*WHAT TO PRODUCE:*
The listing below should be written out word for word, with its pictures removed.

──────

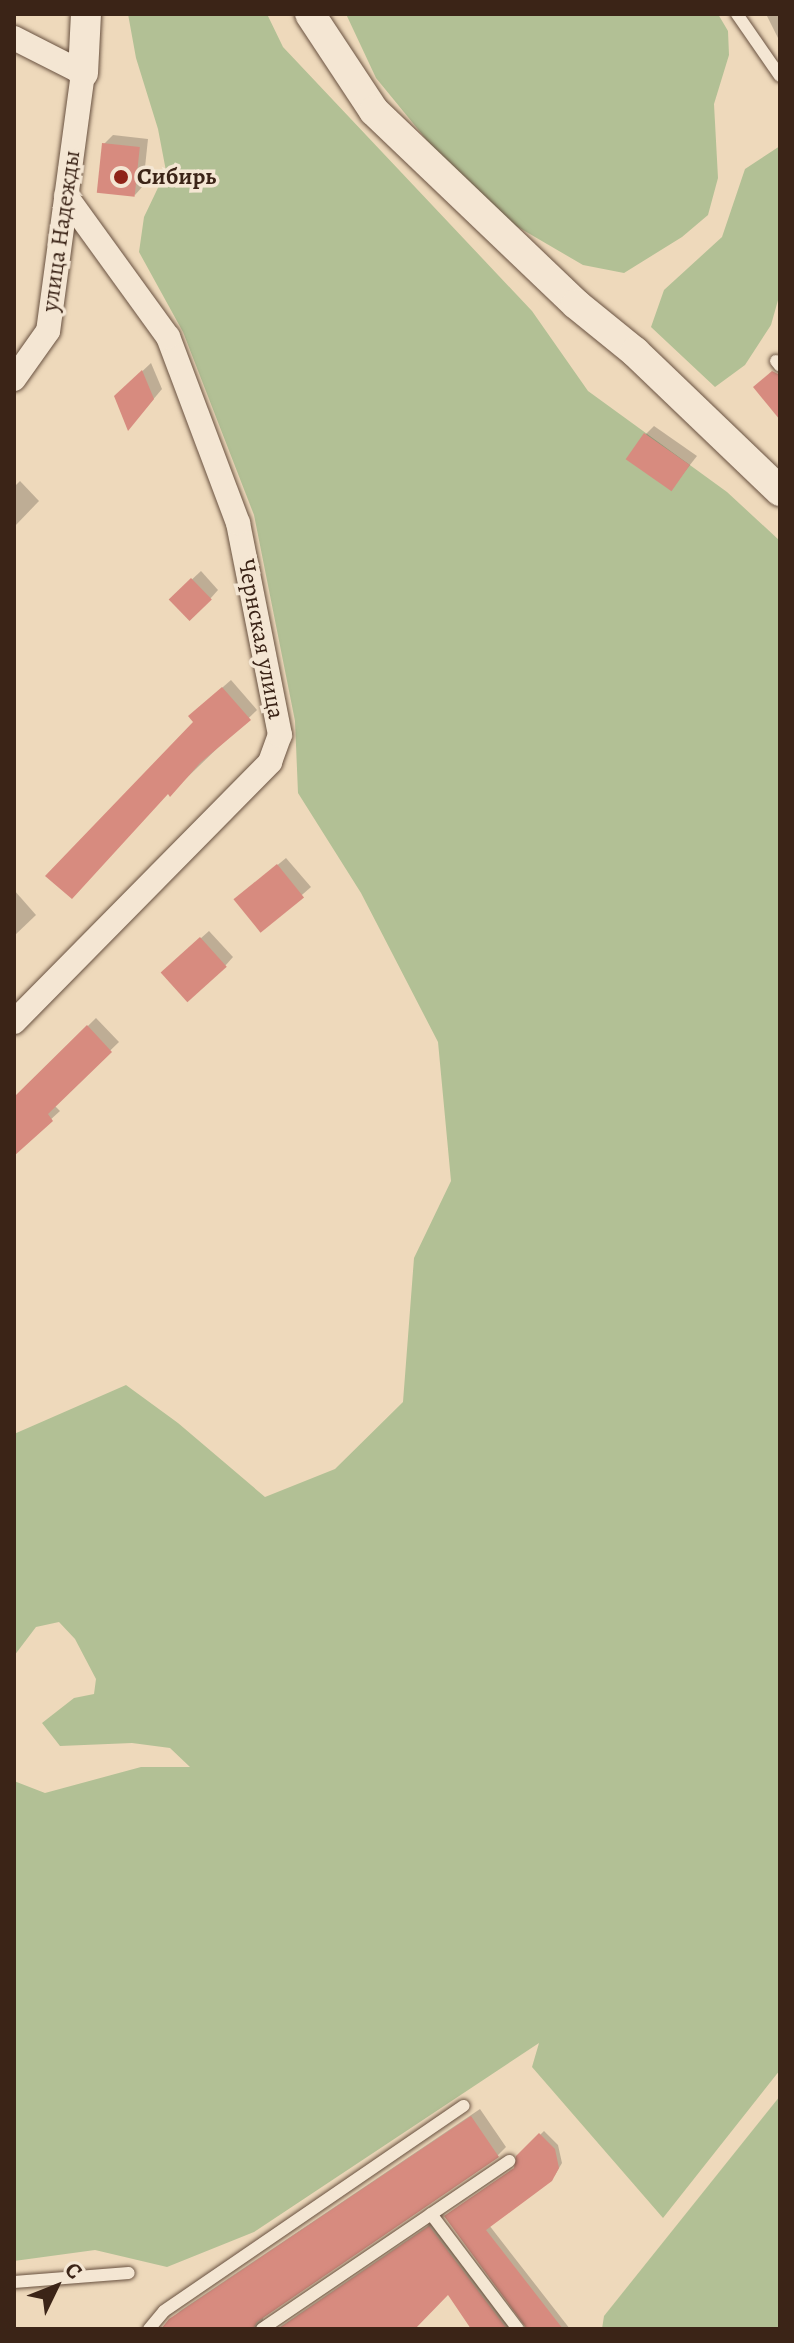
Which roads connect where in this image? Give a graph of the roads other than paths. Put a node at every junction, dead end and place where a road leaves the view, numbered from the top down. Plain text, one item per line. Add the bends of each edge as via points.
1 (86, 14) edge
2 (310, 14) edge
3 (737, 14) edge
4 (14, 38) edge
5 (83, 73) junction
6 (780, 76) edge
7 (66, 196) junction
8 (14, 379) edge
9 (780, 491) edge
10 (14, 1022) edge
11 (463, 2106) dead end
12 (509, 2161) dead end
13 (431, 2214) junction
14 (129, 2273) dead end
15 (14, 2282) edge
16 (149, 2329) edge
17 (262, 2329) edge
18 (518, 2329) edge

1 - 5 street
2 - 9 street via 374,111
3 - 6 lane
4 - 5 street
5 - 7 street, улица Надежды
7 - 8 street, улица Надежды via 48,331
7 - 10 street, Чернская улица via 168,337 238,523 280,735 270,762
11 - 16 lane via 164,2311
12 - 13 lane
13 - 17 lane
13 - 18 lane
14 - 15 lane

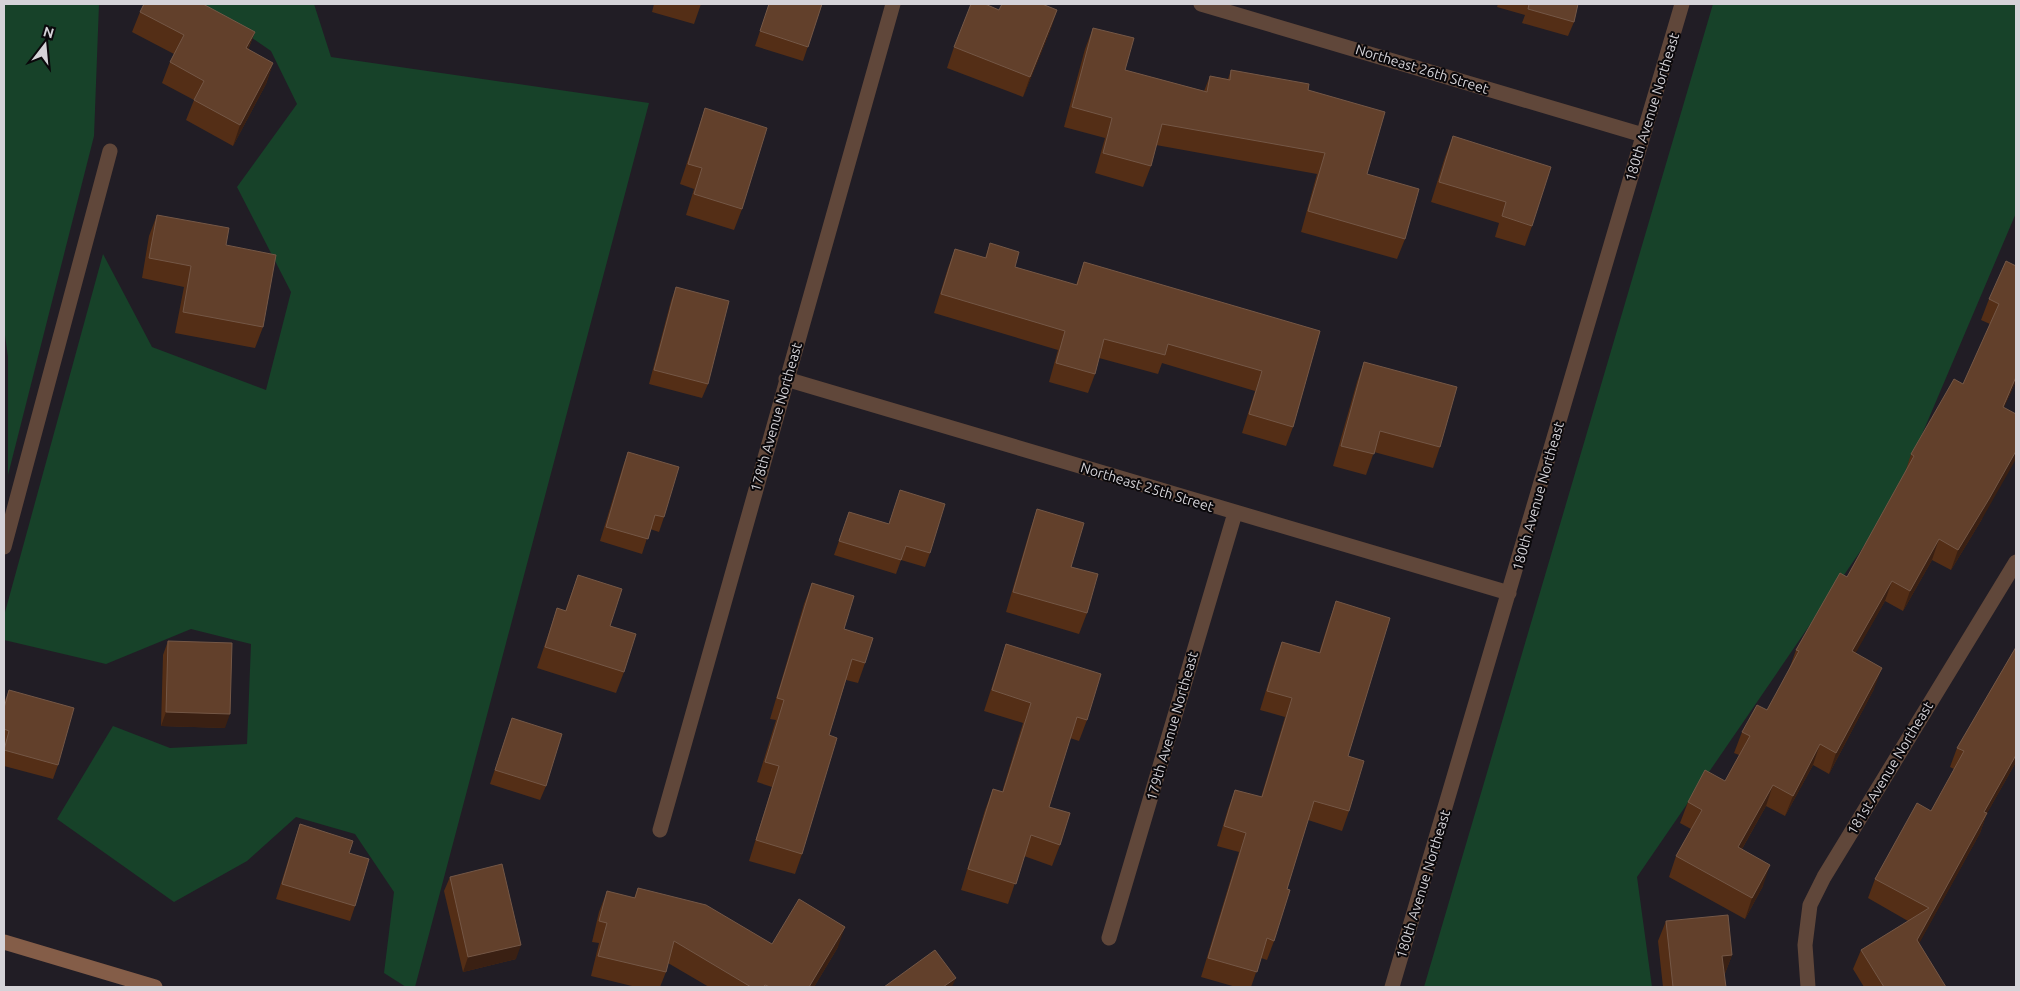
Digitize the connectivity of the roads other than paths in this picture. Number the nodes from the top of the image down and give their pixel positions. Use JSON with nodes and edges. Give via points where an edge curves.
{"nodes":[{"id":1,"x":893,"y":4,"type":"edge"},
{"id":2,"x":1201,"y":4,"type":"edge"},
{"id":3,"x":1682,"y":4,"type":"edge"},
{"id":4,"x":1643,"y":135,"type":"junction"},
{"id":5,"x":110,"y":151,"type":"dead end"},
{"id":6,"x":786,"y":379,"type":"junction"},
{"id":7,"x":1235,"y":513,"type":"junction"},
{"id":8,"x":4,"y":547,"type":"edge"},
{"id":9,"x":2016,"y":562,"type":"edge"},
{"id":10,"x":1509,"y":593,"type":"junction"},
{"id":11,"x":660,"y":830,"type":"dead end"},
{"id":12,"x":1109,"y":938,"type":"dead end"},
{"id":13,"x":4,"y":942,"type":"edge"},
{"id":14,"x":155,"y":987,"type":"edge"},
{"id":15,"x":1392,"y":987,"type":"edge"},
{"id":16,"x":1808,"y":987,"type":"edge"}],
"edges":[{"from":1,"to":6,"type":"street","name":"178th Avenue Northeast"},
{"from":2,"to":4,"type":"street","name":"Northeast 26th Street"},
{"from":3,"to":4,"type":"street","name":"180th Avenue Northeast"},
{"from":4,"to":10,"type":"street","name":"180th Avenue Northeast"},
{"from":5,"to":8,"type":"street"},
{"from":6,"to":7,"type":"street","name":"Northeast 25th Street"},
{"from":6,"to":11,"type":"street","name":"178th Avenue Northeast"},
{"from":7,"to":10,"type":"street","name":"Northeast 25th Street"},
{"from":7,"to":12,"type":"street","name":"179th Avenue Northeast"},
{"from":9,"to":16,"type":"street","name":"181st Avenue Northeast","via":[[1810,905],[1805,945]]},
{"from":10,"to":15,"type":"street","name":"180th Avenue Northeast"},
{"from":13,"to":14,"type":"main road"}]}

──────

*EXERCISE OUTPUT:*
Which roads connect where in this image? Give a graph of the roads other than paths. Put a node at every junction, dead end and place where a road leaves the view, numbered from the top down. Plain text, one item per line. Add the bends of each edge as via points.
1 (86, 14) edge
2 (310, 14) edge
3 (737, 14) edge
4 (14, 38) edge
5 (83, 73) junction
6 (780, 76) edge
7 (66, 196) junction
8 (14, 379) edge
9 (780, 491) edge
10 (14, 1022) edge
11 (463, 2106) dead end
12 (509, 2161) dead end
13 (431, 2214) junction
14 (129, 2273) dead end
15 (14, 2282) edge
16 (149, 2329) edge
17 (262, 2329) edge
18 (518, 2329) edge

1 - 5 street
2 - 9 street via 374,111
3 - 6 lane
4 - 5 street
5 - 7 street, улица Надежды
7 - 8 street, улица Надежды via 48,331
7 - 10 street, Чернская улица via 168,337 238,523 280,735 270,762
11 - 16 lane via 164,2311
12 - 13 lane
13 - 17 lane
13 - 18 lane
14 - 15 lane

Digitize the connectivity of the roads other than paths in this picture. Number the nodes from the top of the image down and give their pixel positions. Use JSON with nodes and edges. Give via points where an edge curves.
{"nodes":[{"id":1,"x":893,"y":4,"type":"edge"},
{"id":2,"x":1201,"y":4,"type":"edge"},
{"id":3,"x":1682,"y":4,"type":"edge"},
{"id":4,"x":1643,"y":135,"type":"junction"},
{"id":5,"x":110,"y":151,"type":"dead end"},
{"id":6,"x":786,"y":379,"type":"junction"},
{"id":7,"x":1235,"y":513,"type":"junction"},
{"id":8,"x":4,"y":547,"type":"edge"},
{"id":9,"x":2016,"y":562,"type":"edge"},
{"id":10,"x":1509,"y":593,"type":"junction"},
{"id":11,"x":660,"y":830,"type":"dead end"},
{"id":12,"x":1109,"y":938,"type":"dead end"},
{"id":13,"x":4,"y":942,"type":"edge"},
{"id":14,"x":155,"y":987,"type":"edge"},
{"id":15,"x":1392,"y":987,"type":"edge"},
{"id":16,"x":1808,"y":987,"type":"edge"}],
"edges":[{"from":1,"to":6,"type":"street","name":"178th Avenue Northeast"},
{"from":2,"to":4,"type":"street","name":"Northeast 26th Street"},
{"from":3,"to":4,"type":"street","name":"180th Avenue Northeast"},
{"from":4,"to":10,"type":"street","name":"180th Avenue Northeast"},
{"from":5,"to":8,"type":"street"},
{"from":6,"to":7,"type":"street","name":"Northeast 25th Street"},
{"from":6,"to":11,"type":"street","name":"178th Avenue Northeast"},
{"from":7,"to":10,"type":"street","name":"Northeast 25th Street"},
{"from":7,"to":12,"type":"street","name":"179th Avenue Northeast"},
{"from":9,"to":16,"type":"street","name":"181st Avenue Northeast","via":[[1810,905],[1805,945]]},
{"from":10,"to":15,"type":"street","name":"180th Avenue Northeast"},
{"from":13,"to":14,"type":"main road"}]}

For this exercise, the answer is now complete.